[[ Data for the task open ]]

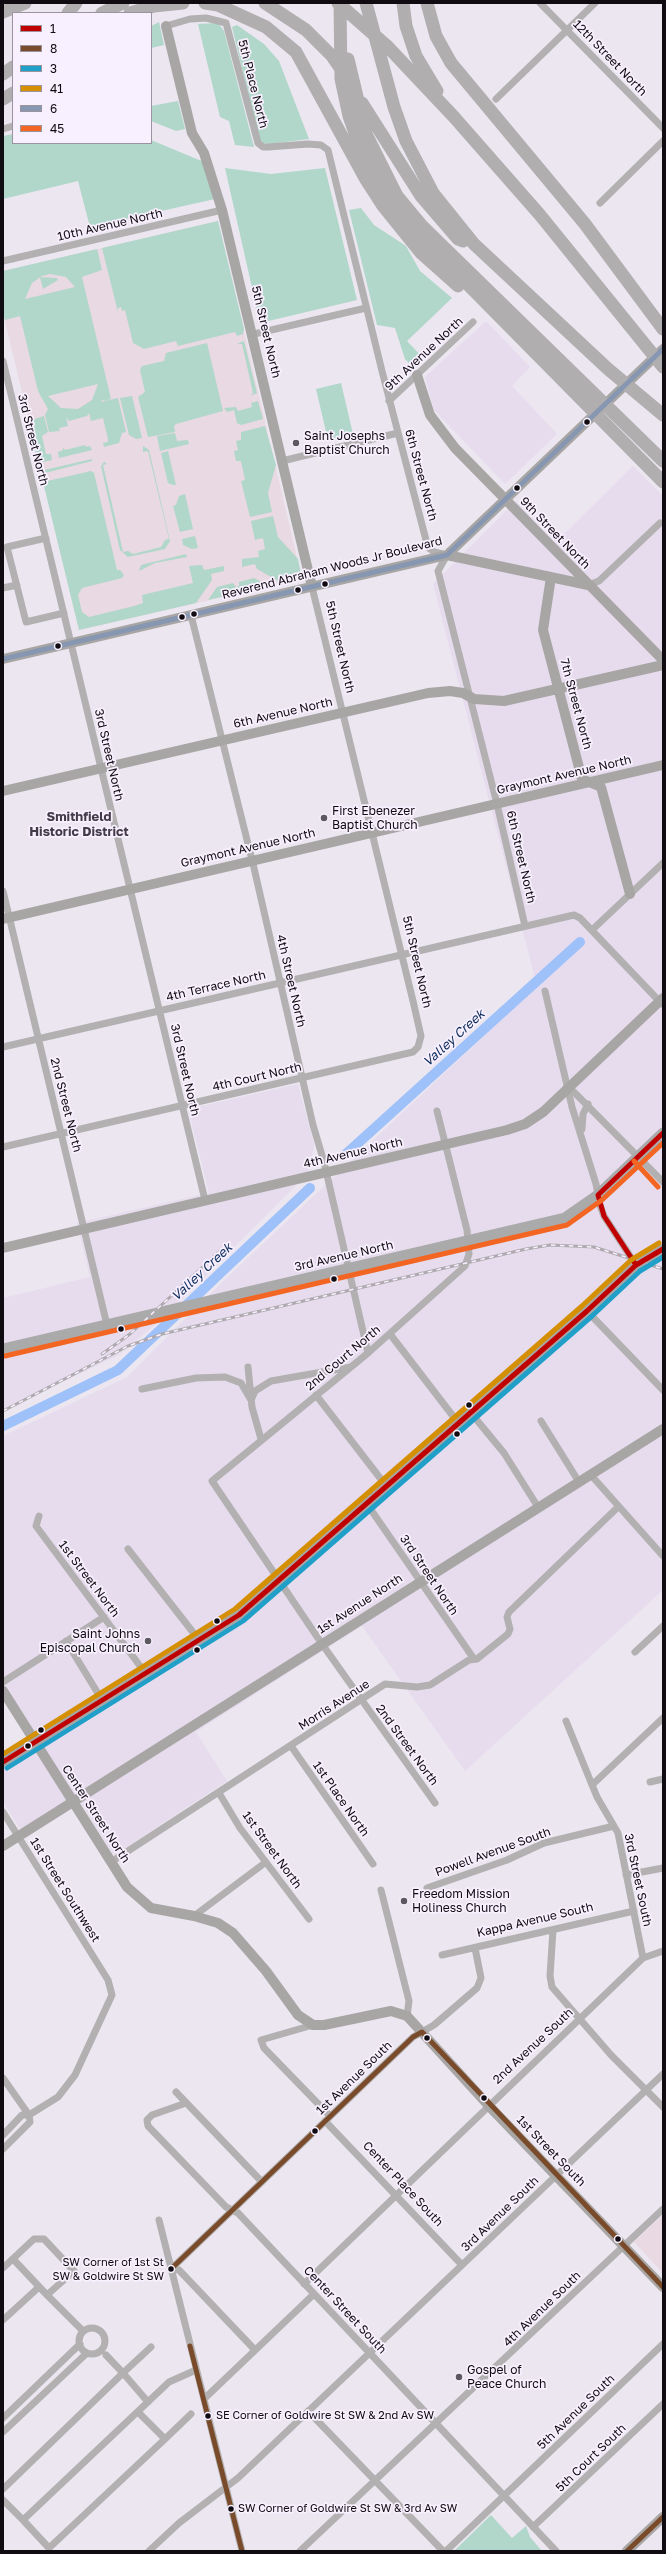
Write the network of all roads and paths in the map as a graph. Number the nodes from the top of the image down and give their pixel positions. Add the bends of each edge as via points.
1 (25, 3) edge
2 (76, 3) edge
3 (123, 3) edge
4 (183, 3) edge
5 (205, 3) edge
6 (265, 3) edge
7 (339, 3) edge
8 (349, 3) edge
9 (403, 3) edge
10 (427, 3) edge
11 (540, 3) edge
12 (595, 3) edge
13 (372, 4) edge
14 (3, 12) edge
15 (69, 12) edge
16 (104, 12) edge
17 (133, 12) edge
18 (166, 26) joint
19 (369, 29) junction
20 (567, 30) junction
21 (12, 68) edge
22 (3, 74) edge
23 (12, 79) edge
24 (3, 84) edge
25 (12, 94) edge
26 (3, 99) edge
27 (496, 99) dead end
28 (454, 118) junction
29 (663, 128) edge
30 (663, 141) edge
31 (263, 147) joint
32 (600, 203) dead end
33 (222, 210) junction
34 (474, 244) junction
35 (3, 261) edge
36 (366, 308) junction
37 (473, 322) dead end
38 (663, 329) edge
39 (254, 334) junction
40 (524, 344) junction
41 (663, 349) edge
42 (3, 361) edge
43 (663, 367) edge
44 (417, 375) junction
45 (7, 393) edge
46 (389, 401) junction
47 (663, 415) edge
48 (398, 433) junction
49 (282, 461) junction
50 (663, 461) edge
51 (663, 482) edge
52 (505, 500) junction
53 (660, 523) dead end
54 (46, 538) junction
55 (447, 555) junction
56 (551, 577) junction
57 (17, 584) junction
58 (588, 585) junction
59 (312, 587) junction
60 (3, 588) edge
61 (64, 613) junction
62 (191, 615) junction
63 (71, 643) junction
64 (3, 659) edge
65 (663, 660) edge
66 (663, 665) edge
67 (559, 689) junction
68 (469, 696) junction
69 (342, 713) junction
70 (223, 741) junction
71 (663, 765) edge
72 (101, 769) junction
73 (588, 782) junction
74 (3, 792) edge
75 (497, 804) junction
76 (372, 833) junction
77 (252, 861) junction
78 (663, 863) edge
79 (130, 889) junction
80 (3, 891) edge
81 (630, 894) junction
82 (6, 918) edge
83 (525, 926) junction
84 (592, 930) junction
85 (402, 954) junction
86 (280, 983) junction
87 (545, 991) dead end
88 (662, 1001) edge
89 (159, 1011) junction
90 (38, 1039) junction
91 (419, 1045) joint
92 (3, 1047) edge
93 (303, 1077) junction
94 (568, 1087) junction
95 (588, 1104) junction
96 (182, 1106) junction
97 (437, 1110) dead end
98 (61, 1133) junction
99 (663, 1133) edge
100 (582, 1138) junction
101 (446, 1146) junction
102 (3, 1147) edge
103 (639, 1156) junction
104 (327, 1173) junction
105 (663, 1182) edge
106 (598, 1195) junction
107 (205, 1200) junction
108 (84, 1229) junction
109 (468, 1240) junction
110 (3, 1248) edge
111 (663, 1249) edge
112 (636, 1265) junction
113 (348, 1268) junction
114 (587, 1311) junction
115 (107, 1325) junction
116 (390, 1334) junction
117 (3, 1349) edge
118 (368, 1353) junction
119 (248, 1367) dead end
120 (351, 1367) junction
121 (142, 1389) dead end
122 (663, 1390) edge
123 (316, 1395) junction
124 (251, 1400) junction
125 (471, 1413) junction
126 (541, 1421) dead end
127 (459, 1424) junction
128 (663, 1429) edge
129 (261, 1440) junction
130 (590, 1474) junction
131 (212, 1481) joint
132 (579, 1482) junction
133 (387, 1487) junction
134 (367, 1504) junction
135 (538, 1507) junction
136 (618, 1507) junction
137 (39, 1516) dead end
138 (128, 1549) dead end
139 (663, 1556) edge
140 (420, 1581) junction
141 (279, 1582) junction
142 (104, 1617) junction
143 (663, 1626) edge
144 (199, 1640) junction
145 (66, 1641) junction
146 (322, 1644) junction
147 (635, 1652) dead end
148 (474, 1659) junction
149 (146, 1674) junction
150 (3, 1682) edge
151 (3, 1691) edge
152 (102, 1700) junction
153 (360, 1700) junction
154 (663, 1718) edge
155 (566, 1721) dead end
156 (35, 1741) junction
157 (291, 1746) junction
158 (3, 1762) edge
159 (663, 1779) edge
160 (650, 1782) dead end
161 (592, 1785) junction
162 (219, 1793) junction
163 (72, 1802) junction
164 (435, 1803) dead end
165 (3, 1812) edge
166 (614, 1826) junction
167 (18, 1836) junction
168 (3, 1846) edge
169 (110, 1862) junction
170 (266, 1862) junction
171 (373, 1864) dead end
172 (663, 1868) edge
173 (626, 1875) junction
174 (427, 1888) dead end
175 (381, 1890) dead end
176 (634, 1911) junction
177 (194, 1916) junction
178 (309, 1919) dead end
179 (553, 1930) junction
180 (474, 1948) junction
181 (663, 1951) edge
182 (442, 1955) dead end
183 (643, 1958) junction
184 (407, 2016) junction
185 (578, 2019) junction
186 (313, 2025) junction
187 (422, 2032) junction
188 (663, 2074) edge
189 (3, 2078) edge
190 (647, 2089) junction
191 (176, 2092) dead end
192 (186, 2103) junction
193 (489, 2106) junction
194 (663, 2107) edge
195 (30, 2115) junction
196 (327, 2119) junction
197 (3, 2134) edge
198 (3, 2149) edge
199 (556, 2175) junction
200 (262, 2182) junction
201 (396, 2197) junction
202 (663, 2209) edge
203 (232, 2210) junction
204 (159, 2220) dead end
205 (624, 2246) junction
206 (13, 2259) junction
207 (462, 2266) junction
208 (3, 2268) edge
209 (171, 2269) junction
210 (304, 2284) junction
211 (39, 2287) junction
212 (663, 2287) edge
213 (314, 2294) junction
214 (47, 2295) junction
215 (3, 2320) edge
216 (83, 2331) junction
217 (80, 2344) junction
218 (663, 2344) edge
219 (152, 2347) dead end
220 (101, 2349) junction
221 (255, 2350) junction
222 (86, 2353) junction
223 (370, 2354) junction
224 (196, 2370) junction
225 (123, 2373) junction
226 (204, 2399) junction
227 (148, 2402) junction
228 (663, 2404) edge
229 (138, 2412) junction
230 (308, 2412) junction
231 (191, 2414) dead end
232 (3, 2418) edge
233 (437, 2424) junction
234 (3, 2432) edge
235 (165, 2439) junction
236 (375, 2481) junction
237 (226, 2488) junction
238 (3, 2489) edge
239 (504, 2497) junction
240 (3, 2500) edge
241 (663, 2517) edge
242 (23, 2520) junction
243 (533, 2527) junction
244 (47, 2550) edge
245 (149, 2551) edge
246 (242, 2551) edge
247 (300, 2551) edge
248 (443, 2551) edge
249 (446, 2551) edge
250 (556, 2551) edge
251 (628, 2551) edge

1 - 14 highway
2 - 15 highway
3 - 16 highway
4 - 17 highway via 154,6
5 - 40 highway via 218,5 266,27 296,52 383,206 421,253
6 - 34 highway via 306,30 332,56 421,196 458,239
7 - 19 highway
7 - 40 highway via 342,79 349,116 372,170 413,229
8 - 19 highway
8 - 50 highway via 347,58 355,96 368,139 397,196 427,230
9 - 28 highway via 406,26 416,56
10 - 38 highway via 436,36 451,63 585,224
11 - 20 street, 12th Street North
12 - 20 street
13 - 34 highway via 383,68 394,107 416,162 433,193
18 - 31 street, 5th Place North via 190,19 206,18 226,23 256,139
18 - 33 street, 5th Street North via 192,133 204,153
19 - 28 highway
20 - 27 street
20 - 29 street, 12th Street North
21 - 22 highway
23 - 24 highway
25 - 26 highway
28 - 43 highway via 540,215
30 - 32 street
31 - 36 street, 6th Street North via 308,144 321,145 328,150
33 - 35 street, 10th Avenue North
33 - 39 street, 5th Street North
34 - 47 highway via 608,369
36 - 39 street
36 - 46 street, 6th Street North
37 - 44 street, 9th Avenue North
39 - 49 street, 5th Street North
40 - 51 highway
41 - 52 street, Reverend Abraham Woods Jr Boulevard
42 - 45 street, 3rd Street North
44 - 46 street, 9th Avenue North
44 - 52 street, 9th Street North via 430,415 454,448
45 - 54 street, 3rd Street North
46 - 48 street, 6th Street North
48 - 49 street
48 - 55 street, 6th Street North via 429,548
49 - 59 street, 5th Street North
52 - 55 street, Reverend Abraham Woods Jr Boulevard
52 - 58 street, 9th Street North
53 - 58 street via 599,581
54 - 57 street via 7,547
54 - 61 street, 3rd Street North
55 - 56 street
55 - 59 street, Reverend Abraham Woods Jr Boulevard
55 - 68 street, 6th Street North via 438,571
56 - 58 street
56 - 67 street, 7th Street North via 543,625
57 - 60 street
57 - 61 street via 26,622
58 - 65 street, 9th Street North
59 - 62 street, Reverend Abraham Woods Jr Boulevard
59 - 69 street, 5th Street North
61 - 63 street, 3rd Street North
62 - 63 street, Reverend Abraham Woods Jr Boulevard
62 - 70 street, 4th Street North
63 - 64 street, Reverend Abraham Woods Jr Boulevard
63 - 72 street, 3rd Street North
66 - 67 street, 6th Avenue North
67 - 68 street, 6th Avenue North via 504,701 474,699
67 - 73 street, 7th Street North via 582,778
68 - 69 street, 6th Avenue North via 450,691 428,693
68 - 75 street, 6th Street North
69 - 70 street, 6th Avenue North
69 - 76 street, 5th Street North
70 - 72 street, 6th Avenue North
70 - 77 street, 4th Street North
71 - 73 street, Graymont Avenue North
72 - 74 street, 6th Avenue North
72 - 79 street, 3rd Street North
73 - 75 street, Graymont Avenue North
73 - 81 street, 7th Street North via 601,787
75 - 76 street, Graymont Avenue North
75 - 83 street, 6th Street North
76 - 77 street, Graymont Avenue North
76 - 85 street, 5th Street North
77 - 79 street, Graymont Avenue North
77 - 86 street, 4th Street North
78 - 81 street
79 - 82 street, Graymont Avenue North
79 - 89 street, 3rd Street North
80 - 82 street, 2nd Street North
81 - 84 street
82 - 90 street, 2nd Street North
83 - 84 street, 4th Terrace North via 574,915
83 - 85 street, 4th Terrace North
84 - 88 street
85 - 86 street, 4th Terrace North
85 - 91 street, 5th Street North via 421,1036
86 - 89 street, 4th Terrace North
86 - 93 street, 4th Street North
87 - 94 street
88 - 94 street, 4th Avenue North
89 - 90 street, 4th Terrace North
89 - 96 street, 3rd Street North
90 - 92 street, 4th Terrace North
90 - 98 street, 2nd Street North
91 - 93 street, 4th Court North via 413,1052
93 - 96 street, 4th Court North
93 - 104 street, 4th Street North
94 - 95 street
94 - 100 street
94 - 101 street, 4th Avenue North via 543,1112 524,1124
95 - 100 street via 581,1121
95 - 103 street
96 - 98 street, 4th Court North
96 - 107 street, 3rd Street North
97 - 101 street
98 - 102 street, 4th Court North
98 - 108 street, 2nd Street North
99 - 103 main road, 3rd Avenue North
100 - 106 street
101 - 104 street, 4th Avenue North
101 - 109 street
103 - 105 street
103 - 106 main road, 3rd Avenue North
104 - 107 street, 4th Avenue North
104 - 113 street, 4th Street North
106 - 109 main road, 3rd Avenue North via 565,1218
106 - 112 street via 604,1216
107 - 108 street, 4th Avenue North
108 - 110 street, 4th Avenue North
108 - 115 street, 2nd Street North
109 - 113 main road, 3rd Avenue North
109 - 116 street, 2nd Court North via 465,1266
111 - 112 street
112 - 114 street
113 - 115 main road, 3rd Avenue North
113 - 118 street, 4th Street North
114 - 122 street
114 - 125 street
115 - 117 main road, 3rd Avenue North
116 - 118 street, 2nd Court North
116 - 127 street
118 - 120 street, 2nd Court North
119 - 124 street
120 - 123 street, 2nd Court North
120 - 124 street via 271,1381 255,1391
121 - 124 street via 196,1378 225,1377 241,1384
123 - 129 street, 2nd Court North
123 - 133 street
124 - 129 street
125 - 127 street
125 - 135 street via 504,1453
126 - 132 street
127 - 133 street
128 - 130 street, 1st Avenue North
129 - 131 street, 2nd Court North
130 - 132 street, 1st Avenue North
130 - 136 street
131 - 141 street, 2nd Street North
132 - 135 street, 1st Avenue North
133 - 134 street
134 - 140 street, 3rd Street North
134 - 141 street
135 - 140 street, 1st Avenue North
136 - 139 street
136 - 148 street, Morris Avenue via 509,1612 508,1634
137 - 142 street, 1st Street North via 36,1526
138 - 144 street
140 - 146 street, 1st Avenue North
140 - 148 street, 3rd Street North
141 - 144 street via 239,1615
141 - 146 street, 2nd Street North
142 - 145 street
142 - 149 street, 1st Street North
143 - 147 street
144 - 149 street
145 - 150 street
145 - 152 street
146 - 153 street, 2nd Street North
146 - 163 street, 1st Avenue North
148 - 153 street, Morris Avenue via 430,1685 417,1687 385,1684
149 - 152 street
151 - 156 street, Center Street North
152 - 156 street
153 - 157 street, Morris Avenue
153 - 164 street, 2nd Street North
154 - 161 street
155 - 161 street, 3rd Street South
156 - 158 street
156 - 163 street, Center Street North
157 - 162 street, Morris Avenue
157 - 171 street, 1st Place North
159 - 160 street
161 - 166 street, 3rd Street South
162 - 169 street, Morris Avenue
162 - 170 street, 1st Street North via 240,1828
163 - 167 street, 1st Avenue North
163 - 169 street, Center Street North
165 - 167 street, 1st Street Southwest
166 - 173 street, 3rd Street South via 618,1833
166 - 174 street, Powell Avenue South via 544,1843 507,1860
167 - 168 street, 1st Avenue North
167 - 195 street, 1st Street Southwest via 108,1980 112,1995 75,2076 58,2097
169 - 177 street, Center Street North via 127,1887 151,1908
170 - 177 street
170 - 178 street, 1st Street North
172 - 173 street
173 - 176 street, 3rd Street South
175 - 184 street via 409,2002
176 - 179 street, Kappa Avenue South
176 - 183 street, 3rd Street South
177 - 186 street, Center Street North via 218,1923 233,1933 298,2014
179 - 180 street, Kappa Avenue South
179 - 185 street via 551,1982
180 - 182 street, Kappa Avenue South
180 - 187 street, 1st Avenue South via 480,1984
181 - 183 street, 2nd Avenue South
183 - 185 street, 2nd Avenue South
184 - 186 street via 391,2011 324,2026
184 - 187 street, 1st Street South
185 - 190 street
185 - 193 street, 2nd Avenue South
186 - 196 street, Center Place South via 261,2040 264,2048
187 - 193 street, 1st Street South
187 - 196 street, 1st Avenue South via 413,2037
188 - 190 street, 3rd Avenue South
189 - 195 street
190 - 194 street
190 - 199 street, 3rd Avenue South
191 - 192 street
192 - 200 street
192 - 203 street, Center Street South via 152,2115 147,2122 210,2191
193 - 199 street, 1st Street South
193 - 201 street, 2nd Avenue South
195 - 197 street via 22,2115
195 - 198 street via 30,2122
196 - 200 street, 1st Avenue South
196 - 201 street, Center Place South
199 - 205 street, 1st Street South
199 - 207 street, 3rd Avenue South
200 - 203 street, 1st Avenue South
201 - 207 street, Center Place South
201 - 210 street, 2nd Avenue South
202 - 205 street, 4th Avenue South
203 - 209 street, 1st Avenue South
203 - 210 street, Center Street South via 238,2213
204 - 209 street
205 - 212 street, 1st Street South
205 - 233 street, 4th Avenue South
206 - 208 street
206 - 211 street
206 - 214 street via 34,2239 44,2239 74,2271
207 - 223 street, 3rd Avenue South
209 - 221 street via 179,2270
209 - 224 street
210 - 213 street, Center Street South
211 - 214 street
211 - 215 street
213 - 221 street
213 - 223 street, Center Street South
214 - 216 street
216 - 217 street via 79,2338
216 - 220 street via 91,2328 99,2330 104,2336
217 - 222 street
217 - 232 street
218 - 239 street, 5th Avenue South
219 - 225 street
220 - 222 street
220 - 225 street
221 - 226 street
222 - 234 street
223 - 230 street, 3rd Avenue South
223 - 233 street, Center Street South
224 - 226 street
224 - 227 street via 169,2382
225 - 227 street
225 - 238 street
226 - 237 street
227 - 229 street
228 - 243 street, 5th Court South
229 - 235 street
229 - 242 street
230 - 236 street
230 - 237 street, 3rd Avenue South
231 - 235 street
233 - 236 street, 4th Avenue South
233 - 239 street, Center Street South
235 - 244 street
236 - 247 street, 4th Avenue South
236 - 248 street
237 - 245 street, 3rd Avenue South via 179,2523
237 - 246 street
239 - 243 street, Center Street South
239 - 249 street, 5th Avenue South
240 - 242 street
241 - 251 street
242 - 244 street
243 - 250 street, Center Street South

[[ Data for the task closed ]]

Work request
An answer is complete only when it holds every line above containing the string "Place".

Output of the task
18 - 31 street, 5th Place North via 190,19 206,18 226,23 256,139
157 - 171 street, 1st Place North
186 - 196 street, Center Place South via 261,2040 264,2048
196 - 201 street, Center Place South
201 - 207 street, Center Place South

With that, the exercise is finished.